UN team hopes to start disabling Syria chem arms soon

A photo released by the Syrian Arab News Agency (SANA) on August 24, 2013 shows bags and containers of what the Syrian government claims to be materials used to make chemical weapons discovered in Jobar on the outskirts of the capital Damascus. Experts overseeing the destruction of Syria's chemical arsenal hope to begin on-site inspections and the initial disabling of arms "within the next week," the United Nations said Thursday.

Experts overseeing the destruction of Syria's chemical arsenal hope to begin on-site inspections and the initial disabling of arms "within the next week," the United Nations said Thursday.

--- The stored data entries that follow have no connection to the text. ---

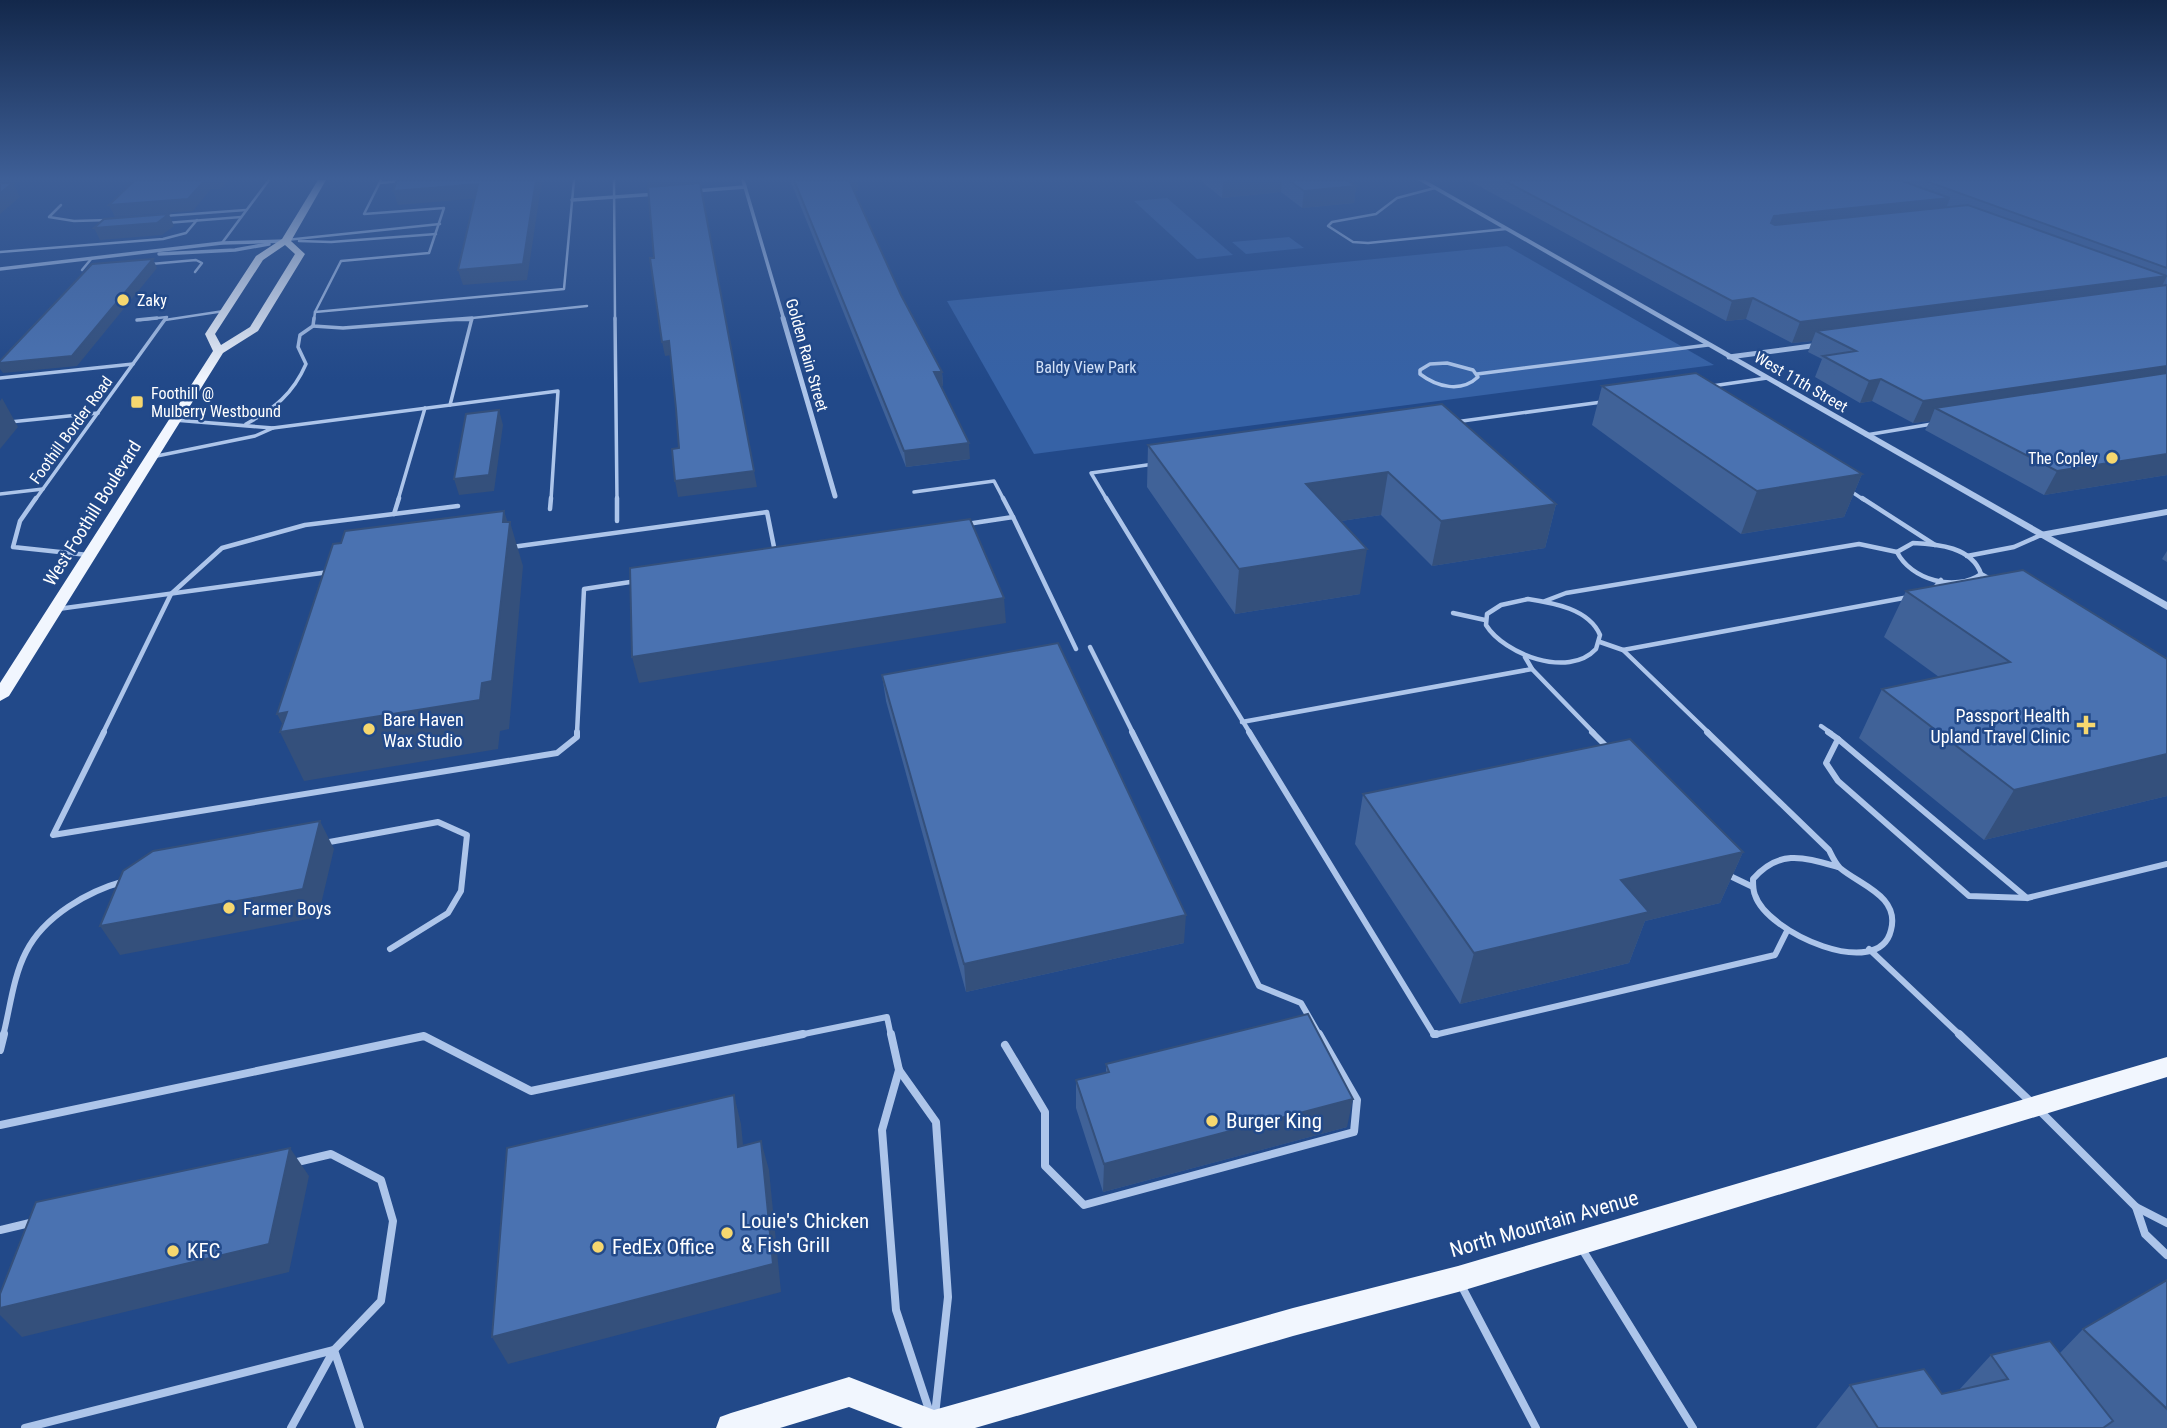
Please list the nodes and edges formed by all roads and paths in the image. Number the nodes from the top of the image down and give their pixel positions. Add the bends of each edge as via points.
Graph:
1 (67, 247) edge
2 (195, 247) edge
3 (252, 247) edge
4 (276, 247) edge
5 (293, 247) edge
6 (431, 247) edge
7 (568, 247) edge
8 (614, 247) edge
9 (762, 247) edge
10 (1537, 247) edge
11 (0, 252) edge
12 (148, 253) junction
13 (92, 258) junction
14 (145, 264) edge
15 (94, 268) edge
16 (0, 269) edge
17 (195, 272) dead end
18 (587, 306) dead end
19 (225, 311) junction
20 (315, 313) junction
21 (167, 317) junction
22 (472, 318) junction
23 (136, 320) dead end
24 (313, 326) junction
25 (1708, 345) junction
26 (1824, 345) edge
27 (219, 351) junction
28 (1729, 357) junction
29 (133, 364) junction
30 (1477, 374) junction
31 (0, 378) edge
32 (1767, 378) junction
33 (1702, 388) edge
34 (1607, 401) dead end
35 (450, 405) junction
36 (425, 408) junction
37 (98, 413) junction
38 (173, 420) junction
39 (0, 424) edge
40 (1441, 424) edge
41 (1934, 424) edge
42 (243, 426) junction
43 (273, 428) junction
44 (1864, 435) junction
45 (149, 458) junction
46 (1158, 464) edge
47 (1842, 485) edge
48 (43, 489) junction
49 (914, 492) dead end
50 (0, 494) edge
51 (835, 496) dead end
52 (458, 506) dead end
53 (550, 509) dead end
54 (2167, 512) edge
55 (394, 514) junction
56 (1013, 517) junction
57 (617, 521) dead end
58 (960, 525) edge
59 (2041, 536) junction
60 (1935, 545) junction
61 (510, 547) edge
62 (788, 550) edge
63 (775, 552) junction
64 (1897, 552) junction
65 (89, 555) junction
66 (1967, 556) junction
67 (776, 561) edge
68 (333, 572) edge
69 (1981, 573) junction
70 (1941, 580) junction
71 (639, 581) edge
72 (2004, 588) edge
73 (1932, 592) edge
74 (171, 594) junction
75 (1919, 595) edge
76 (1545, 601) junction
77 (2167, 607) edge
78 (55, 610) junction
79 (1453, 613) dead end
80 (1485, 620) junction
81 (1601, 642) junction
82 (1090, 647) dead end
83 (1076, 649) dead end
84 (1623, 650) junction
85 (1525, 657) junction
86 (1532, 669) junction
87 (0, 696) edge
88 (1242, 722) junction
89 (1821, 726) dead end
90 (1838, 739) junction
91 (1611, 751) edge
92 (315, 845) edge
93 (2167, 864) edge
94 (1838, 867) junction
95 (1724, 870) edge
96 (138, 878) edge
97 (1753, 887) junction
98 (2027, 898) junction
99 (1787, 931) junction
100 (390, 949) dead end
101 (1869, 949) junction
102 (1005, 1045) dead end
103 (0, 1050) edge
104 (2167, 1066) edge
105 (899, 1070) junction
106 (2035, 1107) junction
107 (0, 1125) edge
108 (278, 1167) edge
109 (2136, 1207) junction
110 (40, 1221) edge
111 (2167, 1223) edge
112 (0, 1230) edge
113 (1578, 1243) junction
114 (2167, 1255) edge
115 (1458, 1279) junction
116 (334, 1350) junction
117 (934, 1427) edge
118 (25, 1428) edge
119 (291, 1428) edge
120 (360, 1428) edge
121 (731, 1428) edge
122 (1535, 1428) edge
123 (1693, 1428) edge

1 - 11 lane
2 - 12 street
3 - 12 street via 178,255
4 - 19 main road via 259,258
5 - 27 main road, West Foothill Boulevard via 300,254 254,329
6 - 20 lane via 429,253 341,261
7 - 20 lane via 564,289
8 - 57 lane
9 - 51 street, Golden Rain Street
10 - 25 street, West 11th Street
12 - 13 street
13 - 15 lane via 82,270
13 - 16 street
14 - 17 lane via 202,262
18 - 22 lane
19 - 21 lane
19 - 27 main road via 211,334
20 - 24 lane
21 - 23 lane
21 - 29 lane, Foothill Border Road
22 - 24 lane via 343,328
22 - 35 lane
24 - 42 lane via 300,335 298,347 306,364 295,388 283,404
25 - 28 street, West 11th Street
25 - 30 lane
26 - 28 street
27 - 38 main road, West Foothill Boulevard
28 - 32 street, West 11th Street
29 - 31 lane
29 - 37 lane, Foothill Border Road
30 - 30 lane via 1447,363 1420,370 1429,381 1456,386 1472,384
32 - 33 lane
32 - 44 street, West 11th Street
34 - 40 lane
35 - 36 lane
35 - 53 lane via 558,391
36 - 43 lane
36 - 55 lane
37 - 39 lane
37 - 48 lane, Foothill Border Road
38 - 42 lane
38 - 45 main road, West Foothill Boulevard
41 - 44 lane
42 - 43 lane
43 - 45 lane via 256,436
44 - 59 street, West 11th Street
45 - 65 main road, West Foothill Boulevard
46 - 88 lane via 1091,473
47 - 60 lane
48 - 50 lane
48 - 65 lane, Foothill Border Road via 20,521 13,547
49 - 56 lane via 994,481
52 - 55 lane
54 - 59 street
55 - 74 lane via 305,525 222,548
56 - 58 lane
56 - 83 lane
59 - 66 lane via 2014,547
59 - 77 street, West 11th Street
60 - 64 lane via 1913,543
60 - 66 lane
61 - 63 lane via 767,512
62 - 63 lane
63 - 67 lane
64 - 70 lane via 1904,565
64 - 76 lane via 1859,544 1615,584
65 - 78 main road, West Foothill Boulevard
66 - 69 lane
68 - 74 lane
69 - 70 lane via 1968,581
69 - 72 lane
70 - 73 lane
71 - 74 lane via 584,589 577,737 556,753 53,835
74 - 78 lane
75 - 84 lane
76 - 80 lane via 1498,605
76 - 81 lane via 1592,622
78 - 87 main road, West Foothill Boulevard
79 - 80 lane
80 - 85 lane via 1494,640
81 - 84 lane
81 - 85 lane via 1588,657 1575,661
82 - 102 lane via 1259,986 1301,1003 1357,1100 1354,1132 1084,1205 1045,1166 1045,1112
84 - 94 lane via 1829,850
85 - 86 lane
86 - 88 lane
86 - 91 lane
88 - 99 lane via 1434,1035 1775,955
89 - 90 lane
90 - 98 lane
90 - 98 lane via 1826,763 1838,781 1969,895
92 - 100 lane via 438,822 467,835 461,891 448,913
93 - 98 lane
94 - 97 lane via 1796,857 1778,859 1763,865
94 - 101 lane via 1875,890 1888,907 1893,922 1890,936 1879,947
95 - 97 lane via 1733,880
96 - 103 lane via 110,884 61,912 26,950
97 - 99 lane via 1757,902
99 - 101 lane via 1836,951
101 - 106 lane
104 - 106 main road, North Mountain Avenue
105 - 107 lane via 887,1017 531,1091 424,1036
105 - 117 lane via 882,1130 896,1310
105 - 117 lane via 936,1122 948,1297
106 - 109 lane
106 - 113 main road, North Mountain Avenue
108 - 116 lane via 331,1154 381,1180 393,1221 381,1301
109 - 111 lane
109 - 114 lane via 2145,1234
110 - 112 lane
113 - 115 main road, North Mountain Avenue
113 - 123 lane
115 - 117 main road, North Mountain Avenue
115 - 122 lane
116 - 118 lane
116 - 119 lane
116 - 120 lane
117 - 121 main road via 849,1392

The joint mission of the UN and the Organization for the Prohibition of Chemical Weapons said it "has made encouraging initial progress" adding that documents handed over by Damascus on Wednesday "look promising."

"The team hopes to begin on-site inspections and the initial disabling of equipment within the next week, but this depends on the outcome of the technical groups established with the participation of Syrian experts," they said in a statement.

The two organizations, however, warned that "further analysis, particularly of technical diagrams, will be necessary and some more questions remain to be answered."

UN spokesman Martin Nesirky declined to provide further details to journalists, saying: "The technical experts need to study everything they are given very closely."

"There is clearly a good cooperation with the Syrian authorities at the expert level to try to understand the material provided to the advance team from the UN and OPCW," Nesirky added.

The OPCW-UN team of 19 disarmament experts arrived in Damascus on Tuesday.

They are overseeing the implementation of a UN resolution which orders Syria's chemical arsenal destroyed.

Resolution 2118 was passed after gas attacks on the outskirts of Damascus killed hundreds of people on August 21, an atrocity that prompted the United States to threaten military strikes on Syria.

The UN and the OPCW said joint technical groups were working on verification of information provided by Damascus, the safety of inspectors and "practical arrangements for implementing the plan" to eliminate Syria's chemical arsenal by mid-2014.

Earlier Thursday, the UN and the OPCW said experts had begun securing their work sites in Syria.

The team also considered "the health and environmental hazards which they may have to confront," said the earlier statement.

Experts face a daunting task, as President Bashar al-Assad's regime is understood to have more than 1,000 tonnes of the nerve agent sarin, mustard gas and other banned chemical weapons.